REQUIREMENT:
The required answer is a copy of each line in the entries below that includes "Industri".

Stored items:
════════
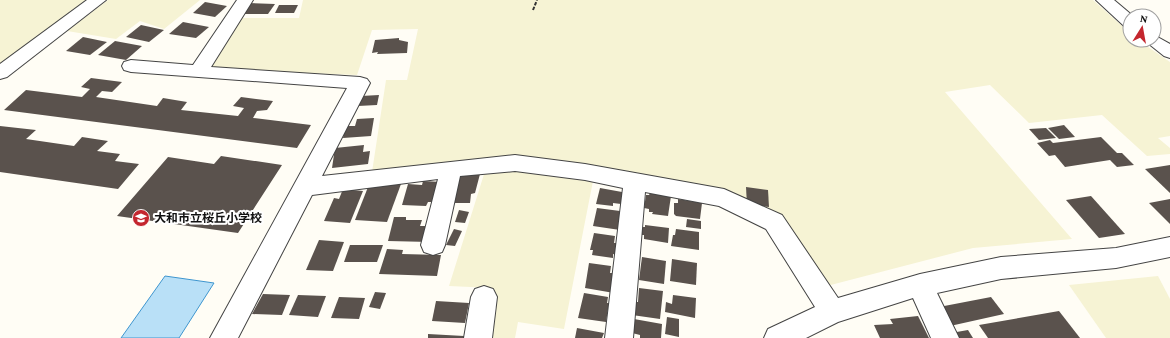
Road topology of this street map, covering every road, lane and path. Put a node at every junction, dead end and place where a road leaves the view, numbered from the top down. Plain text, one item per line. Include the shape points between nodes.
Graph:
1 (98, 0) edge
2 (245, 0) edge
3 (537, 0) edge
4 (1104, 0) edge
5 (533, 10) dead end
6 (1122, 15) edge
7 (131, 66) dead end
8 (198, 72) junction
9 (0, 73) edge
10 (451, 169) junction
11 (635, 182) junction
12 (304, 187) junction
13 (433, 245) dead end
14 (1170, 247) edge
15 (920, 285) junction
16 (484, 297) dead end
17 (832, 312) junction
18 (224, 338) edge
19 (478, 338) edge
20 (619, 338) edge
21 (778, 338) edge
22 (945, 338) edge

1 - 9 street
2 - 8 street
3 - 5 path
4 - 6 street
7 - 8 street
8 - 12 street via 360,83
10 - 11 street via 515,163 585,172
10 - 12 street
10 - 13 street
11 - 17 street via 724,198 774,222
11 - 20 street
12 - 18 street
14 - 15 street via 1116,258 1002,268
15 - 17 street
15 - 22 street
16 - 19 street
17 - 21 street

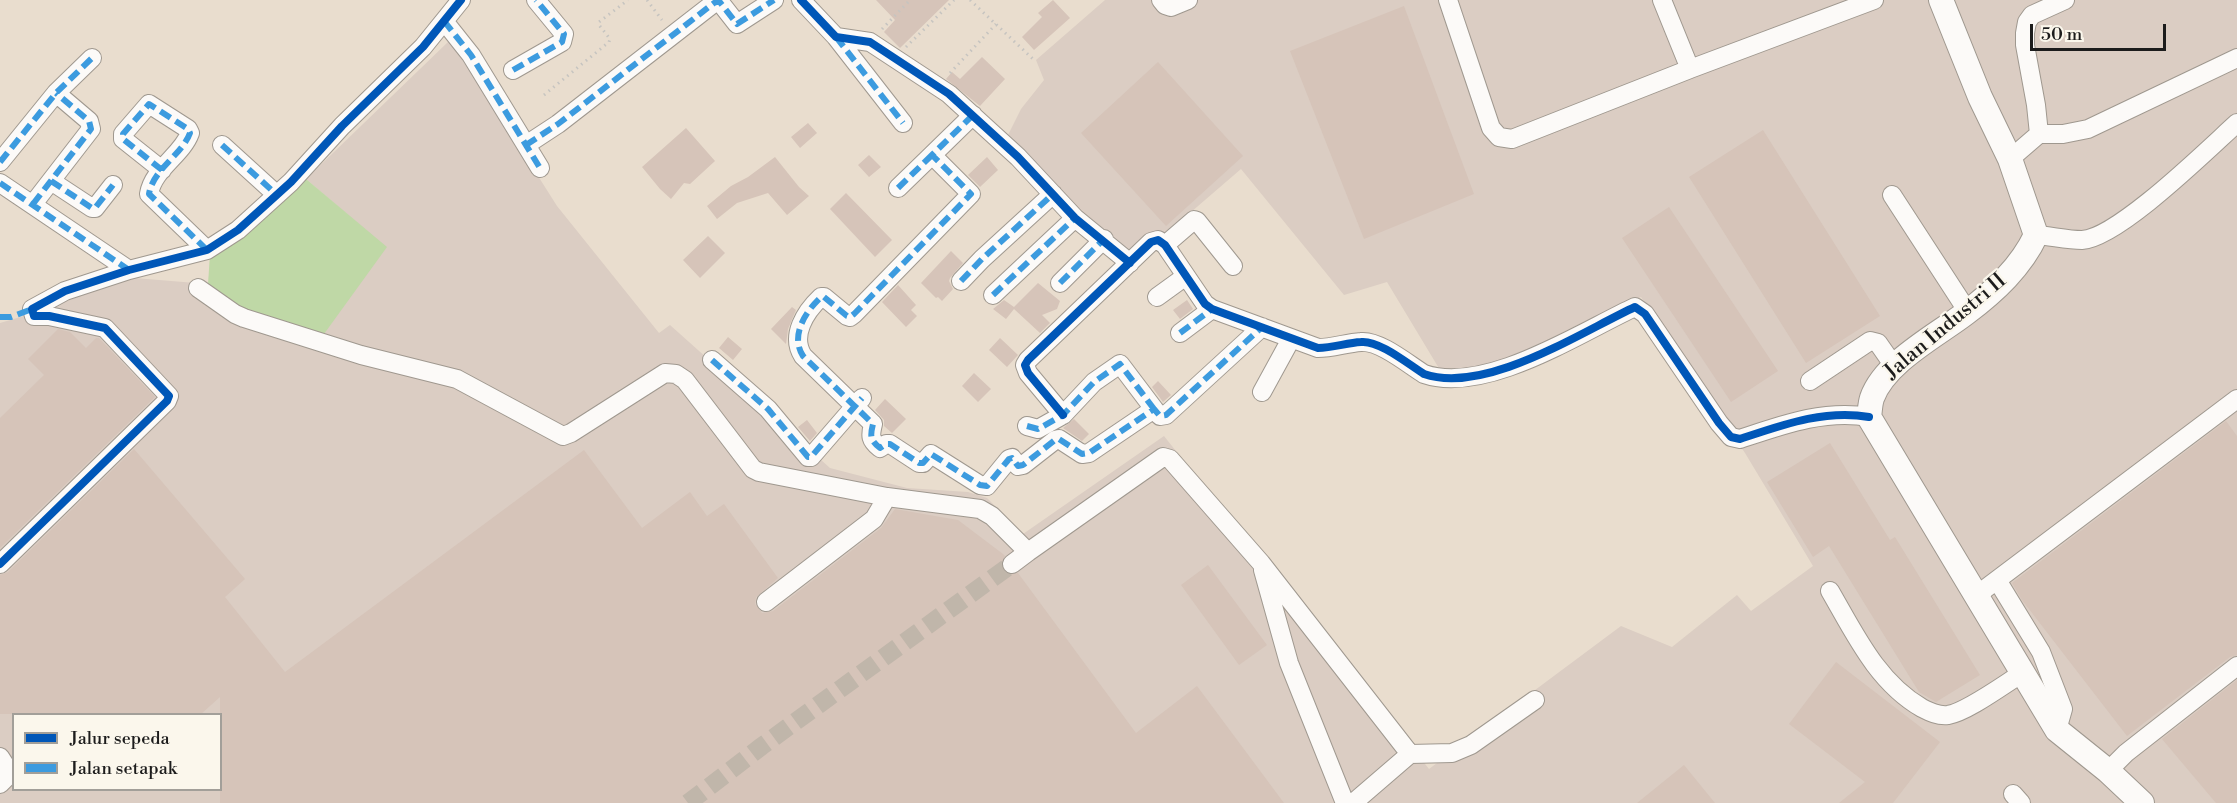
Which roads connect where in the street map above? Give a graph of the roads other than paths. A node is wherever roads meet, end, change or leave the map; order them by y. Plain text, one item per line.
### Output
1 (461, 0) edge
2 (536, 0) edge
3 (774, 0) edge
4 (1161, 0) edge
5 (1188, 0) edge
6 (1448, 0) edge
7 (1662, 0) edge
8 (1874, 0) edge
9 (1941, 0) edge
10 (2065, 0) edge
11 (804, 1) edge
12 (444, 21) junction
13 (836, 37) junction
14 (92, 58) dead end
15 (2237, 58) edge
16 (1690, 69) junction
17 (513, 70) dead end
18 (56, 93) junction
19 (973, 115) junction
20 (903, 123) dead end
21 (2237, 123) edge
22 (2039, 134) junction
23 (222, 145) dead end
24 (525, 145) junction
25 (932, 155) junction
26 (2010, 159) junction
27 (0, 162) edge
28 (540, 168) dead end
29 (162, 170) dead end
30 (51, 181) junction
31 (0, 183) edge
32 (113, 185) dead end
33 (898, 188) dead end
34 (1053, 194) junction
35 (277, 195) junction
36 (1892, 195) dead end
37 (33, 204) junction
38 (1075, 218) junction
39 (2036, 235) junction
40 (1104, 239) junction
41 (1165, 245) junction
42 (207, 250) junction
43 (1130, 263) junction
44 (1233, 266) dead end
45 (129, 270) junction
46 (1186, 276) junction
47 (961, 281) dead end
48 (1060, 283) dead end
49 (198, 288) dead end
50 (993, 295) dead end
51 (1157, 297) dead end
52 (1212, 309) junction
53 (1968, 312) junction
54 (1262, 327) junction
55 (1180, 333) dead end
56 (1291, 339) junction
57 (712, 360) dead end
58 (1894, 366) junction
59 (1810, 381) dead end
60 (1262, 392) dead end
61 (2237, 399) edge
62 (859, 402) junction
63 (1154, 409) junction
64 (1063, 415) junction
65 (1869, 417) junction
66 (1027, 426) dead end
67 (887, 497) junction
68 (1028, 552) junction
69 (1261, 563) junction
70 (0, 564) edge
71 (1012, 564) tunnel mouth
72 (1997, 580) junction
73 (1830, 591) dead end
74 (1977, 595) junction
75 (766, 602) dead end
76 (2237, 666) edge
77 (2024, 672) junction
78 (1535, 700) dead end
79 (2056, 730) junction
80 (1410, 754) junction
81 (0, 757) edge
82 (2108, 771) junction
83 (0, 784) edge
84 (2137, 801) edge
85 (1345, 803) edge
86 (1353, 803) edge

1 - 12 street
2 - 17 street
3 - 24 street
4 - 5 street
6 - 16 street
7 - 16 street
8 - 16 street
9 - 26 main road
10 - 22 street
11 - 13 street
12 - 24 street
12 - 35 street
13 - 19 street
13 - 20 street
14 - 18 street
15 - 22 street
18 - 27 street
18 - 30 street
19 - 25 street
19 - 34 street
21 - 39 street
22 - 26 street
23 - 35 street
24 - 28 street
25 - 33 street
25 - 62 street
26 - 39 main road
29 - 42 street
30 - 32 street
30 - 37 street
31 - 37 street
34 - 38 street
34 - 47 street
35 - 42 street
36 - 53 street
37 - 45 street
38 - 40 street
38 - 50 street
39 - 53 main road, Jalan Industri II
40 - 43 street
40 - 48 street
41 - 43 street
41 - 44 street
41 - 46 street
42 - 45 street
43 - 64 street
45 - 70 street
46 - 51 street
46 - 52 street
49 - 67 street
52 - 54 street
52 - 55 street
53 - 58 main road, Jalan Industri II
54 - 56 street
54 - 63 street
56 - 60 street
56 - 65 street
57 - 62 street
58 - 59 street
58 - 65 main road, Jalan Industri II
61 - 72 street
62 - 63 street
63 - 64 street
64 - 66 street
65 - 74 main road
67 - 68 street
67 - 75 street
68 - 69 street
68 - 71 street
69 - 80 street
69 - 85 street
72 - 74 street
72 - 79 street
73 - 77 street
74 - 77 main road
76 - 82 street
77 - 79 main road
78 - 80 street
79 - 82 main road
80 - 86 street
81 - 83 street
82 - 84 main road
════════
TASK ANSWER:
39 - 53 main road, Jalan Industri II
53 - 58 main road, Jalan Industri II
58 - 65 main road, Jalan Industri II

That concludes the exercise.